Simon's Oscar-nominated screenplay is considered his best script written
originally for the movies. Most films bearing the much-honored writer's name
are based on one of his many hit Broadway plays, from "The Odd
Couple" and "The Sunshine Boys" to "Brighton Beach
Memoirs" and "Biloxi Blues."
Marsha Mason, then Simon's second wife ("we're still good friends,"
he says), received an Oscar nomination for playing Paula, a single mother
recently dumped by her actor boyfriend. And Richard Dreyfuss won an Academy
Award for playing Elliott Garfield, the high-energy Chicago actor with whom
the jaded divorcee must share her New York City apartment.
"Well, first of all, it was 25 years ago," said Simon, also the
executive producer of TNT's version of "The Goodbye Girl." "So
a lot of time has gone by, and I think there's millions of people who haven't
seen it. . . . We have a great cast, great director."
"Why did it need to be remade?" said Mark Lazarus, president of
Turner Entertainment. "We think it's a terrific story that we could
contemporize with today's stars. Working with Neil Simon is a real treat for
us. His adaptation of his own story with contemporary stars in today's
environment we think will be compelling for an audience."
Yet Simon says the script didn't really need much updating or revising:
"Why change something when it works so well? It has worked, and, I
think, it's working just as well now. . . . Yes, we have the cell phone in
it. This is going to be revolutionary. It looks the same in some respects,
but different people are doing it and they bring something else to it, and it
becomes new again and fresh again."
The remake began filming in May, with cast and crew recently moving from
Vancouver to New York City. Also in TNT's "The Goodbye Girl" are
Hallie Eisenberg, who plays Paula's daughter, and Alan Cummings, who plays
the eccentric director of an offbeat off-off-off-Broadway production of
"Richard III."
Sitting in directors' chairs set up on a Manhattan sidewalk, Simon and his
cast spoke via satellite to critics assembled in Hollywood for their
semiannual meetings with programmers and stars of network, cable and PBS
shows. During a break from filming, Heaton and Daniels remembered the days
when, like Elliott, they were looking for their big break in the Big Apple.
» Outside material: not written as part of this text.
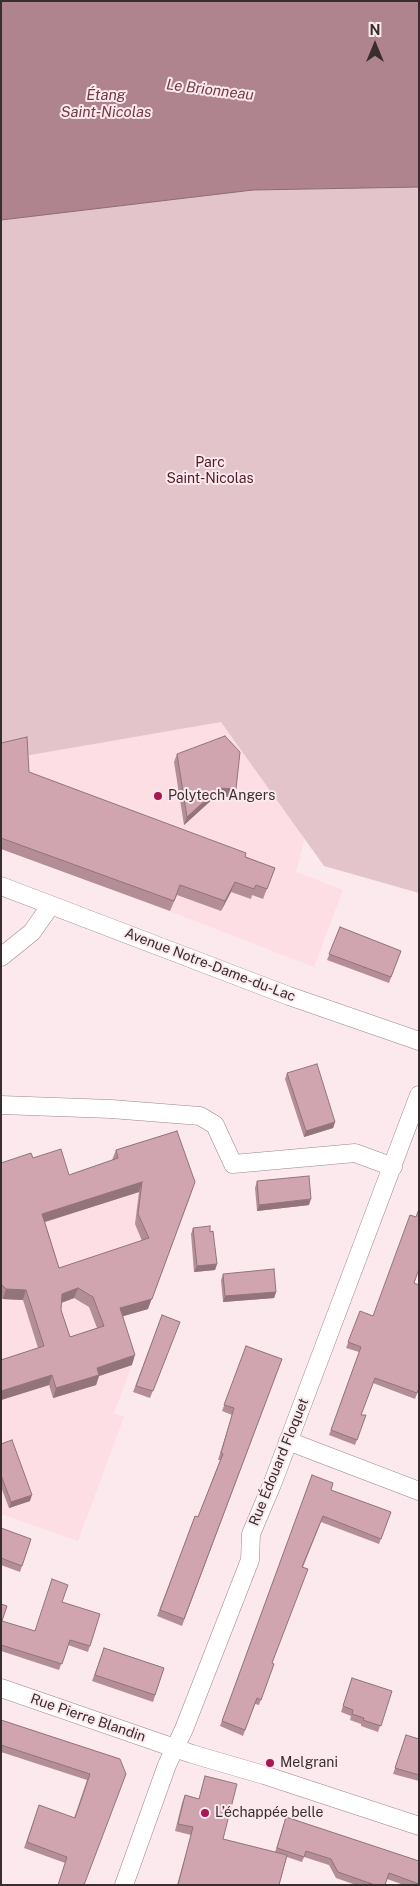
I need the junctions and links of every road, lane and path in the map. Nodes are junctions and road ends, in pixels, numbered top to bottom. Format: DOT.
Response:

"Jeff gave us his heartbreak tour around New York City," Heaton
said, "and at every location it was, 'Oh, and that's where I lived when
I couldn't get a job.' It was very pathetic."
"Yeah, it took two days," Daniels said. "I told everybody,
this just speaks to me. I was this guy" in "The Goodbye Girl."
But his Emmy-winning co-star, the daughter of retired Plain Dealer sports
columnist Chuck Heaton, had her own heartbreak tour to conduct: "Yeah,
well, I actually tease Jeff about it, but I had a lot of apartments here. I
lived in eight different places in New York in the nine years that I was
here. And I moved from Ohio. . . . And it was very much like that for Paula -
really big ups and really big downs. I mean, that's the thing about New York
City. It has very vibrant energy, so whatever you're experiencing, you
experience in a very big way.
"And I had a lot of heartbreak here, like Paula, so it's kind of
thrilling to come back here and get to play it in a movie. Also, when I was
living here, I really didn't get any work at all as an actor. I couldn't get
arrested. So it's kind of sweet to be filming on the streets of New York, and
there's a lot of people who watch 'Raymond' and they love the show. So much
to Jeff's chagrin, I'm being mobbed by fans.""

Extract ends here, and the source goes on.